To catch tax cheats and measure evasion, the IRS randomly audits returns. But such reviews turn up very little evidence of evasion among the extremely wealthy, in part because the rich use sophisticated accounting techniques that are difficult to trace, such as offshore tax shelters, pass-through businesses and complex conservation easements.

The IRS attempts to correct for this through a number of statistical methods. But the new study finds that even the IRS’s standard corrections underestimate the true extent of tax evasion among the rich.

The researchers were able to demonstrate this after the IRS and Justice Department initiated a crackdown on tax evasion in 2008. That effort led to the creation of the Offshore Voluntary Disclosure Program, which allowed taxpayers to disclose previously hidden offshore assets and pay a penalty in exchange for immunity from prosecution. According to the IRS, tens of thousands of taxpayers took advantage of the program before it shut down in 2018.

Hundreds of those taxpayers, as it turns out, had also been randomly audited before the creation of the program. The researchers matched those audits with the subsequent disclosures, and found that IRS auditors missed the offshore assets roughly 93 percent of the time.

These riches sheltered overseas, moreover, were concentrated almost exclusively among the very top earners.

The study also uncovered evidence of widespread underreporting of income among proprietors of pass-through businesses, whose revenue is taxed on their owners’ returns. “Up to 35% of the income earned at the top is not comprehensively examined in the context of random audits,” the authors found.

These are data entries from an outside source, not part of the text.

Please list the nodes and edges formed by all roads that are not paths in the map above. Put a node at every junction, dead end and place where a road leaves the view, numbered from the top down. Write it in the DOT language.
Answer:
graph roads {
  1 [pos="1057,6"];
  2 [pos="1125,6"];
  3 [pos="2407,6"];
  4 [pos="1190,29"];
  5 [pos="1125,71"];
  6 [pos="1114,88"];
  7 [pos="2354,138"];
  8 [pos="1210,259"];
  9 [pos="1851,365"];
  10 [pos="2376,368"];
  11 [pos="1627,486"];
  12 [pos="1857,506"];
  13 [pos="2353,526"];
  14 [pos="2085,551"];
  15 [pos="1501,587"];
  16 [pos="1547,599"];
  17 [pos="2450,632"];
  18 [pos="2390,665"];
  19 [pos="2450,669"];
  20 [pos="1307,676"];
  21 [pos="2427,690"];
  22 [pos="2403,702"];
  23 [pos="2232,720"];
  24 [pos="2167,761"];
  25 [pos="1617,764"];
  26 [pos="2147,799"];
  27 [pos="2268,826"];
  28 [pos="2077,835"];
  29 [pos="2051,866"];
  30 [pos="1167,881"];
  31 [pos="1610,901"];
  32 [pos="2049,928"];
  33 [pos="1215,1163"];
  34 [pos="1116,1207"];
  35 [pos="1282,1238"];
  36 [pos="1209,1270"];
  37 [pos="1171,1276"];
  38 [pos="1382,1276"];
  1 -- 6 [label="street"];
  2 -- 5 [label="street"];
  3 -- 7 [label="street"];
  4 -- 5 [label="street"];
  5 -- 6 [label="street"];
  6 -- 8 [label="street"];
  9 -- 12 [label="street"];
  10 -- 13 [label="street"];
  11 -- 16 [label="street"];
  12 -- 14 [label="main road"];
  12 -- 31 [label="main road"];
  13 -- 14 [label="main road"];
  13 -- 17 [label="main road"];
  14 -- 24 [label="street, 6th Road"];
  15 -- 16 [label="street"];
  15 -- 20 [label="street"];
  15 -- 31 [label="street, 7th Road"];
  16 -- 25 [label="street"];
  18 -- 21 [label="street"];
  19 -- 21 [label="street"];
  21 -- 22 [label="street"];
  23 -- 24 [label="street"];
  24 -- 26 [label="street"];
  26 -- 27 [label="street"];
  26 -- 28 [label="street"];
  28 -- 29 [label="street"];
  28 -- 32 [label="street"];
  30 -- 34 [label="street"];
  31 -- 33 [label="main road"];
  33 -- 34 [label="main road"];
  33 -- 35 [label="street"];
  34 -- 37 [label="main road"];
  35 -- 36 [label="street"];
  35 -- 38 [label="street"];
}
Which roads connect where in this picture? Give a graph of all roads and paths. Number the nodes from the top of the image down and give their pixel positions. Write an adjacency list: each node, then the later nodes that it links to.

Factoring in underreporting from overseas tax shelters and pass-through businesses alone, the authors produced an estimate of the true distribution of tax evasion in the United States. Taxpayers in the bottom half of the income spectrum evade taxes on around 7 percent of their income. Among the top fifth of taxpayers, however, avoidance rises to around 10 percent.

But evasion peaks among the richest 5 percent, who have an income of at least $200,000 and who, as a cohort, capture more than one-third of total national earnings. Taxpayers in this group hide more than 20 percent of their income from tax collectors.

In total, nearly $1 out of every $12 earned in the United States is sheltered from federal income taxes because of the sophisticated evasion techniques of people earning more than $200,000 a year.

“The IRS needs a lot more resources from Congress,” said Daniel Reck, a lead author of the study, via email. He said the agency should “invest in more comprehensive examination strategies, involving audits of individuals, pass-through businesses, and other private entities (charities, trusts, etc.). It needs to hire and train large numbers of experts to conduct those more comprehensive examinations.”

“They can absolutely do all of this, but budget cuts have severely curtailed their ability to do it,” he added.

Since 2010, total funding for the IRS fell by about 20 percent, according to recent congressional testimony by IRS Commissioner Charles Rettig. The number of enforcement staff employed by the agency fell 30 percent over the same period.